A posição que tem estado a ser
defendida de que a greve da TAP constitui um caso de força maior,
isentando a companhia aérea de qualquer responsabilidade, não me parece aceitável.
Em primeiro lugar, os passageiros
têm direitos que devem ser assegurados, designadamente o reembolso do preço
total da compra do bilhete, no prazo de sete dias, devendo ser pago em numerário,
transferência bancária electrónica, de ordens de pagamento bancário ou de
cheques bancários (art.º 8º/1 do Regulamento (CE) nº 261/2004 do Parlamento
Europeu e do Conselho de 11 de Fevereiro de 2004).

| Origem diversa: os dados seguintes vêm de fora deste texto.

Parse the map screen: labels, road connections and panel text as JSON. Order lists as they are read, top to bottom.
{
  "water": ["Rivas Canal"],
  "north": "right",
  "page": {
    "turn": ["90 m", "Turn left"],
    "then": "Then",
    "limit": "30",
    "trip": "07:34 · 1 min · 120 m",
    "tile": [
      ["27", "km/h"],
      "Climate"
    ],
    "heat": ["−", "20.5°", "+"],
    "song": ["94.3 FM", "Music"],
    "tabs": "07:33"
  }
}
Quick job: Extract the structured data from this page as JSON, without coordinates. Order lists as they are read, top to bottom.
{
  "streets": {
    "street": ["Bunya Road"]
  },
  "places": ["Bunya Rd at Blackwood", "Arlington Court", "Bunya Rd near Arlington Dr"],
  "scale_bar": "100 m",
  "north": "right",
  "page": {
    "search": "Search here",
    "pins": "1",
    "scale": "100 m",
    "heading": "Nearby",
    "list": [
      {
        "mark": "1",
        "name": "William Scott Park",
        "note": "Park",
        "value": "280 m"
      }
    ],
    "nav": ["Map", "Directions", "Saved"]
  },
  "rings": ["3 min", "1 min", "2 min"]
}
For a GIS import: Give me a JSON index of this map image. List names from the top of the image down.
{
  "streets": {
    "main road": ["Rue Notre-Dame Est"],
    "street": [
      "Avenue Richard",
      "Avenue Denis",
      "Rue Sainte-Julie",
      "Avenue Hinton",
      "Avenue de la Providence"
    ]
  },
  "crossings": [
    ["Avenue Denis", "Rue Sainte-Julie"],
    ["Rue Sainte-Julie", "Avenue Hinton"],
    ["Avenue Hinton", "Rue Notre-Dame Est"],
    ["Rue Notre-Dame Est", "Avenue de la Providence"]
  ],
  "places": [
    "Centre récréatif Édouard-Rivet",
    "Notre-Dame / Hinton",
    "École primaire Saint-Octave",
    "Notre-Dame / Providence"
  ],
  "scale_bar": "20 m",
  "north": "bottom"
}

O reembolso só pode realizar-se
através de vales de viagem e/ou outro serviços com o acordo escrito do
passageiro, sendo ilegal o crédito forçado para outra viagem agora
imposto pela companhia aérea, contrastando, aliás, com a sua tradição de
reembolsos em greves anteriores.
Se tivesse sido observado este
aspecto, uma boa parte dos problemas surgidos por viagens marcadas antes do pré-aviso
de greve poderiam já estar resolvidos. As agências de viagens em diálogo com os
seus clientes, teriam transferido os voos para outras companhias aéreas.
Em segundo lugar, também não
parece aceitável que os viajantes afectados no voo de regresso pela eventual greve não tenham
direitos. Desde logo, o art.º 9º assegura-lhes, a expensas da companhia aérea,
o alojamento em hotel caso se torne necessária a sua estadia forçada por
uma ou mais noites.
No Regulamento 261/2004, tal como
na Convenção de Montreal, as greves que afectam o funcionamento das companhias
aéreas podem constituir circunstâncias extraordinárias. No entanto, como
decidiu o Tribunal de Justiça da União Europeia “o legislador comunitário não considerou que esses eventos,
cuja lista, aliás, é apenas exemplificativa, constituem em si mesmos circunstâncias
extraordinárias, mas apenas que são susceptíveis de produzir semelhantes
circunstâncias. Daí resulta que todas as circunstâncias que rodeiam esses
eventos não são necessariamente causas de isenção da obrigação de indemnizar
prevista no artigo 5.°, n.° 1, alínea c), desse regulamento.” (Processo Friederike
Wallentin‐Hermann
contra Alitalia). Uma coisa será uma greve de controladores aéreos outra
totalmente diferente a afectação dos passageiros provir dos funcionários da
companhia aérea, como sucede nesta situação extrema e muito delicada em que
pilotos que se pretendem apropriar duma parte do capital da transportadora
aquando da sua privatização (pode inclusivamente motivar uma acção desta última
contra o sindicato em ordem ao ressarcimento dos prejuízos decorrente do abuso
do direito de greve).
Neste momento complicado para
muitos clientes das agências de viagens, o que importa referir é que não se
pode distorcer tão grosseiramente o quadro legal de protecção dos consumidores.
Nuns casos há que cumprir as regras do reembolso permitindo a opção por outras
transportadoras aéreas de molde a concretizar-se a projectada viagem, noutros a
TAP tem que assegurar o pagamento dos hotéis aos clientes apanhados no destino pela concretização da
greve. Existem outros direitos mas estes são básicos e não podem ser
postergados!
Estando em revisão na União
Europeia o Regulamento nº 261/2004
bem como a Directiva 90/314/CEE relativa aos pacotes turísticos, no sentido de
maximizar a protecção do consumidor é, no mínimo estranho, que entre nós se
veiculem, ao mais alto nível, posições de desresponsalização dos prestadores de
serviços, sem qualquer suporte legal desde, pelo menos, a década de noventa.